= Brian Grellis =

British actor

Brian Grellis is a British actor, from Liverpool, best known for his role in the television series Z-Cars as Det. Sgt. Bowker. He was born on 12 July 1937, as Brian McGrellis, being billed as such in his first role, in the Edgar Wallace Mysteries.

Other TV credits include: Softly, Softly, Pathfinders, The Regiment, Whatever Happened to the Likely Lads?, The Onedin Line, The Good Life, Last of the Summer Wine, Survivors, Enemy at the Door, Doctor Who (in the serials Revenge of the Cybermen, The Invisible Enemy and Snakedance), The Gentle Touch, Minder, Bergerac and Threads.

Grellis is also known for his role as Phidian, the aide to Sir Hilary Bray in the 1969 James Bond film On Her Majesty's Secret Service.
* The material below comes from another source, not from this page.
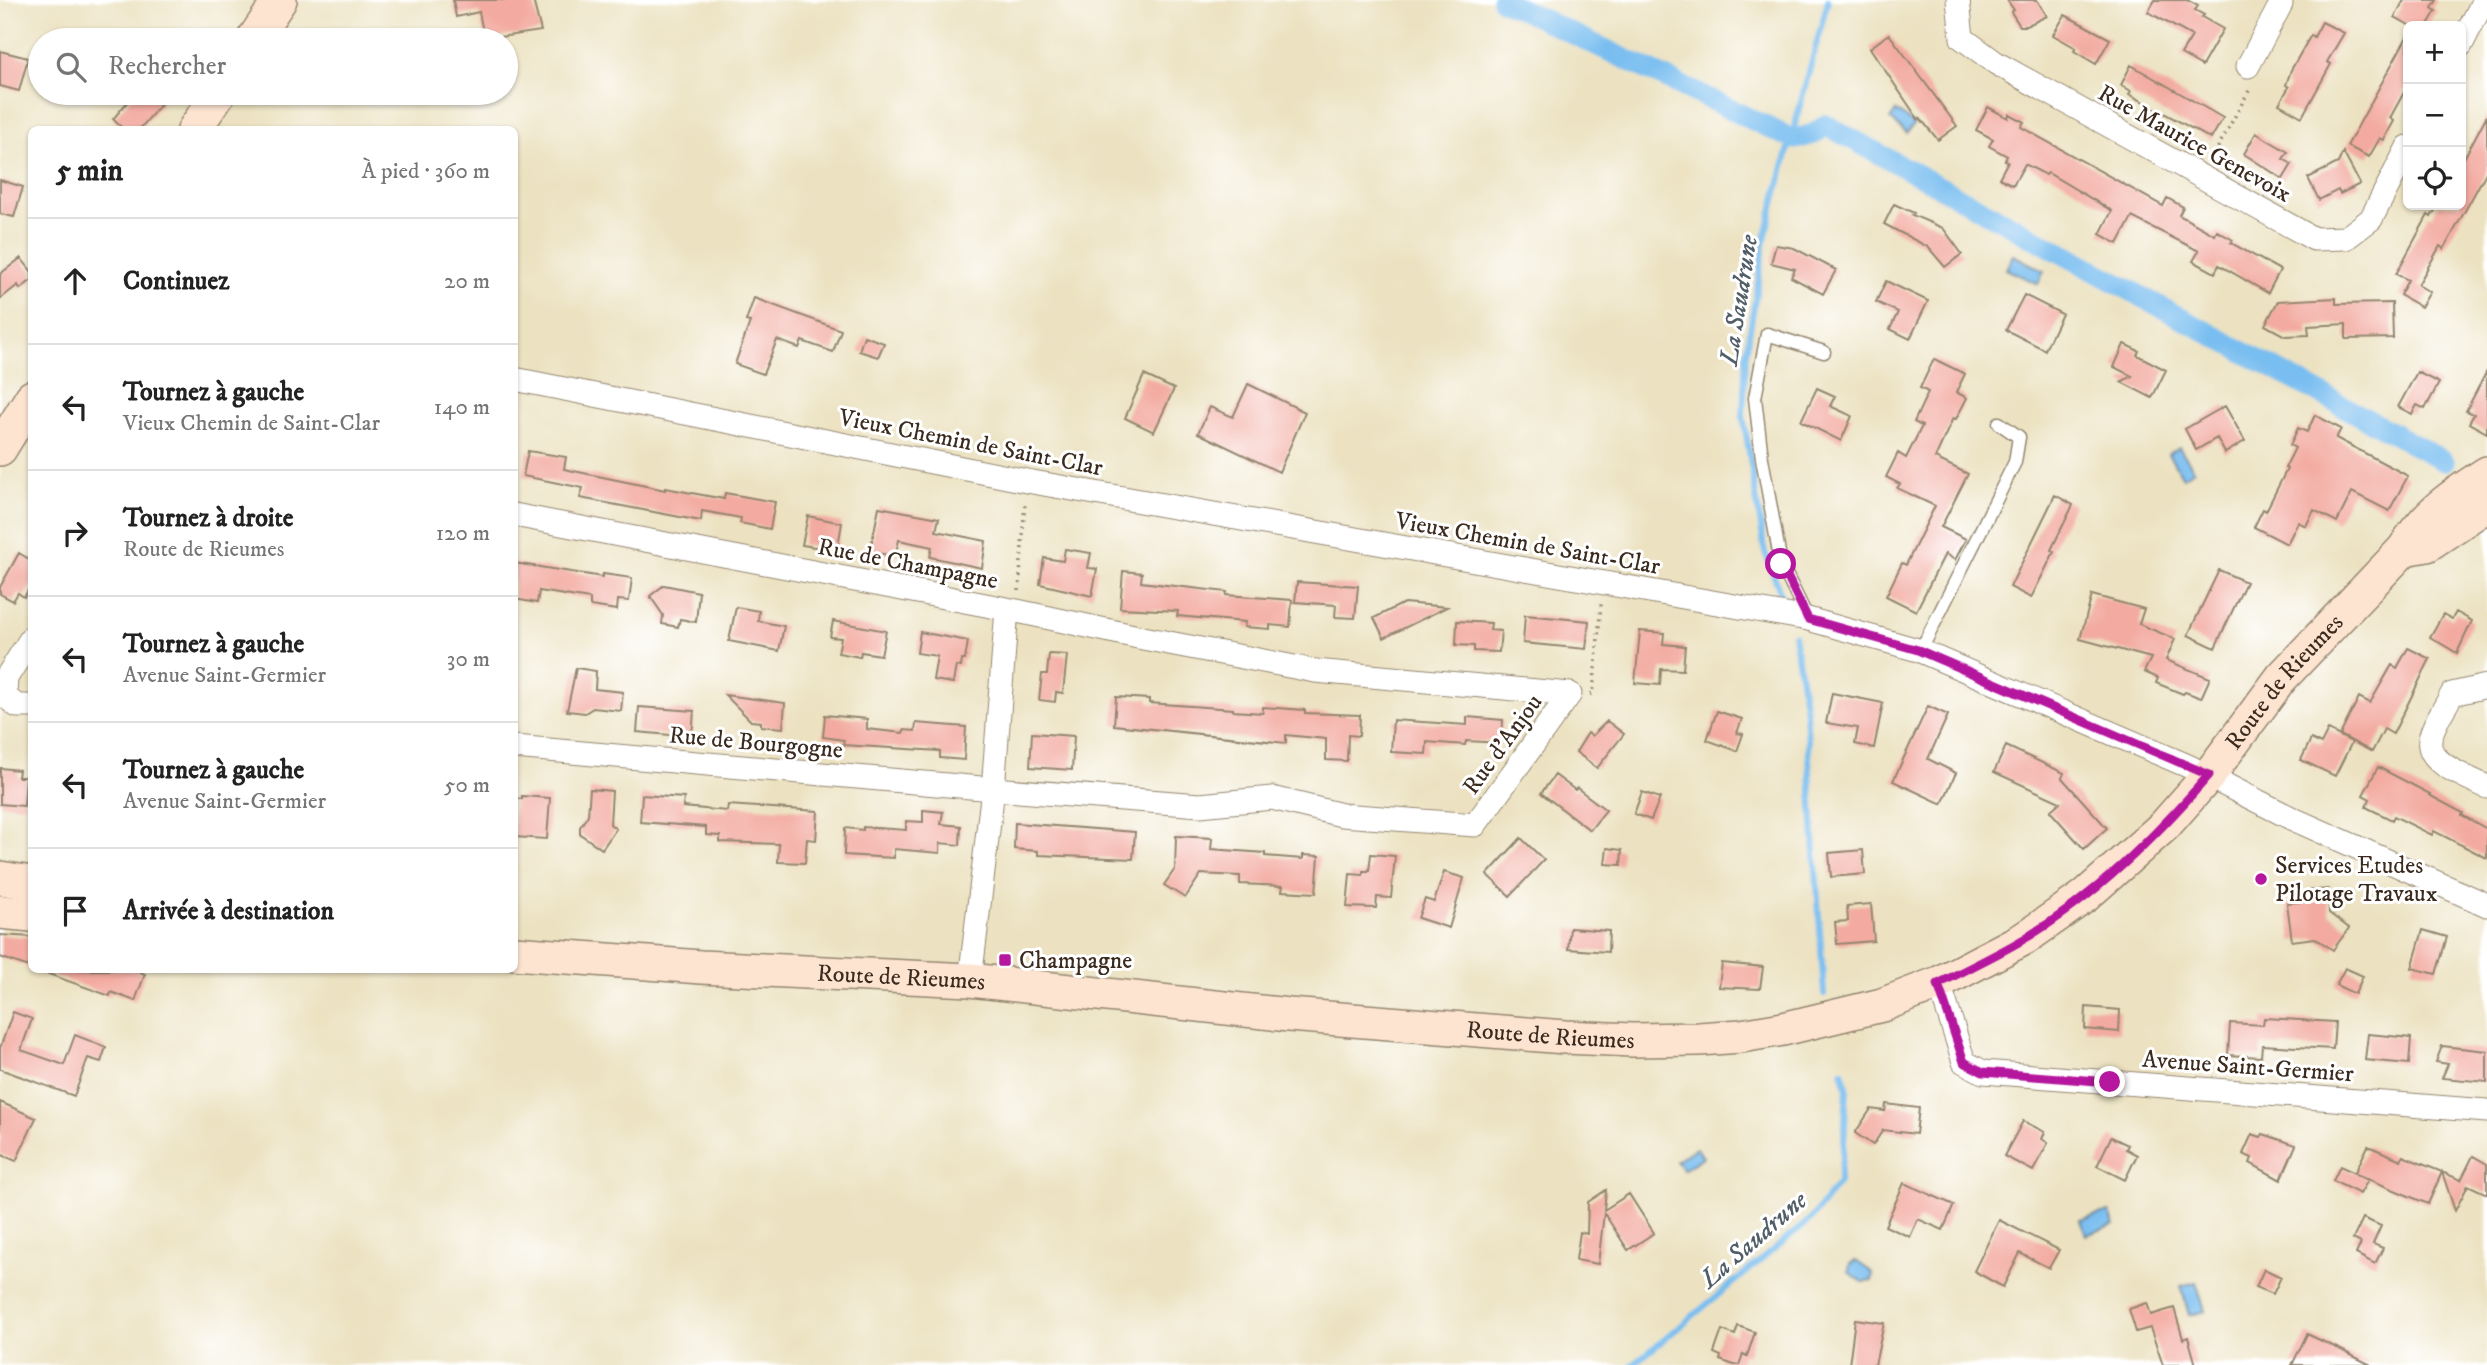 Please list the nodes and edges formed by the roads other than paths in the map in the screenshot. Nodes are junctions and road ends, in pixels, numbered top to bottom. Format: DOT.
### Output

Originally, this part was slated to be much larger, with a long chase scene involving Phidian after being revealed as a mole of the film's villain, but this was scrapped partway through filming of the sequence due to budgetary restrictions, leaving Grellis with one line of dialogue and less than fifteen seconds of screentime in the finished film. His other film credits included appearances in Only When I Larf (1968), Submarine X-1 (1968), Battle of Britain (1969), Trog (1970) and Fear in the Night (1972).

==Partial filmography==
- Edgar Wallace Mysteries (1963) – Delivery Boy - ('The Double', Episode)
- Submarine X-1 (1968) – C.P.O. Barquist
- Only When I Larf (1968) – Spider
- Mosquito Squadron (1969) – Pilot Officer (uncredited)
- Battle of Britain (1969) – RAF Cpl. Ernie (uncredited)
- On Her Majesty's Secret Service (1969) – Aide to Sir Hilary Bray (uncredited)
- Trog (1970) – John Dennis (uncredited)
- Fear in the Night (1972) – 2nd Policeman
- The Offence (1973) – Policeman Posing as Workman by the School (uncredited)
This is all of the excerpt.